「いーい!ウチのクラスの優勝がかかってんのっ。たとえ一年生でも!」

そういいながら委員長はズイズイと、伊吹の前まで歩いてくる。

「この幕末喫茶と、あんたがあれば勝てるっ!」

ものすごい気迫で迫り来る委員長に、大分伊吹が引いてるのがわかった。


にしても、委員長──沙羅ちゃんは人生のすべてを懸けてるって感じ。

めっちゃくちゃ楽しそうだけど。


「皆、よーく聞いて。
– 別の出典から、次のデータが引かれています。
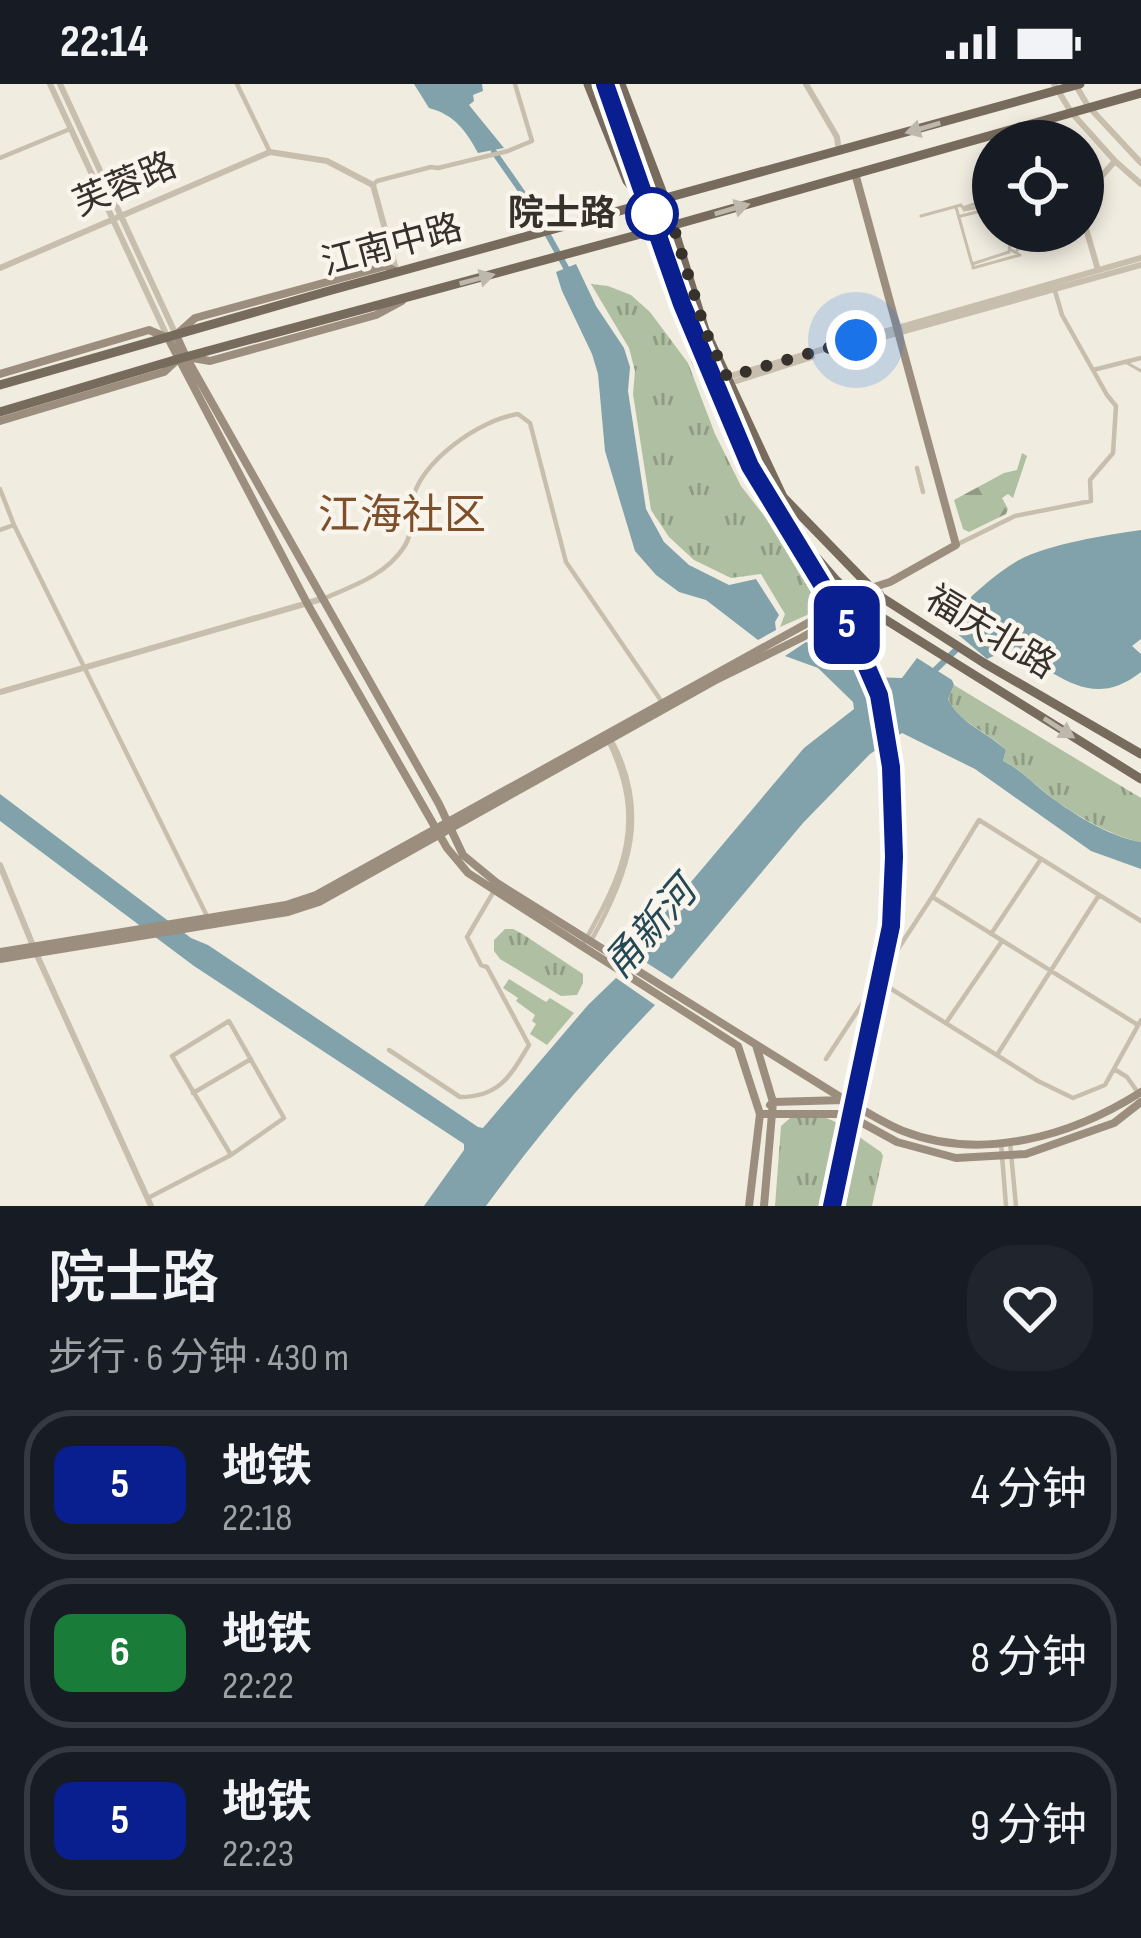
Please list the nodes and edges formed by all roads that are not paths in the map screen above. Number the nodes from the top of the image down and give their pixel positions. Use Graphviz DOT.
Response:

幕末ってのは歴女の最大ワードなの!今じゃ坂本龍馬ブームだし、それにね…新撰組っていう最強集団がいるのよっ!!」

そういえば玲羅がそんなこと言ってた気がする。

今の時代、それで語れなきゃ損だ!とか言われた覚えがある。


「それで、伊吹くん!あなたのイメージは沖田総司!新撰組一番隊組長及び剣術師範、孤独で儚げな天才美少年剣士よ!!」

長っ!

思わず突っ込みを入れたくなった。
“孤独で儚げな天才美少年剣士”だけでいいじゃんって思う!


だけどそんな心の声をものともせず、沙羅ちゃんは言い続ける。


「生徒会の仕事もあるでしょうから、午前だけモト取るからねーっ!」

ほーっほっほ、と笑いながら細かいところを決めていった。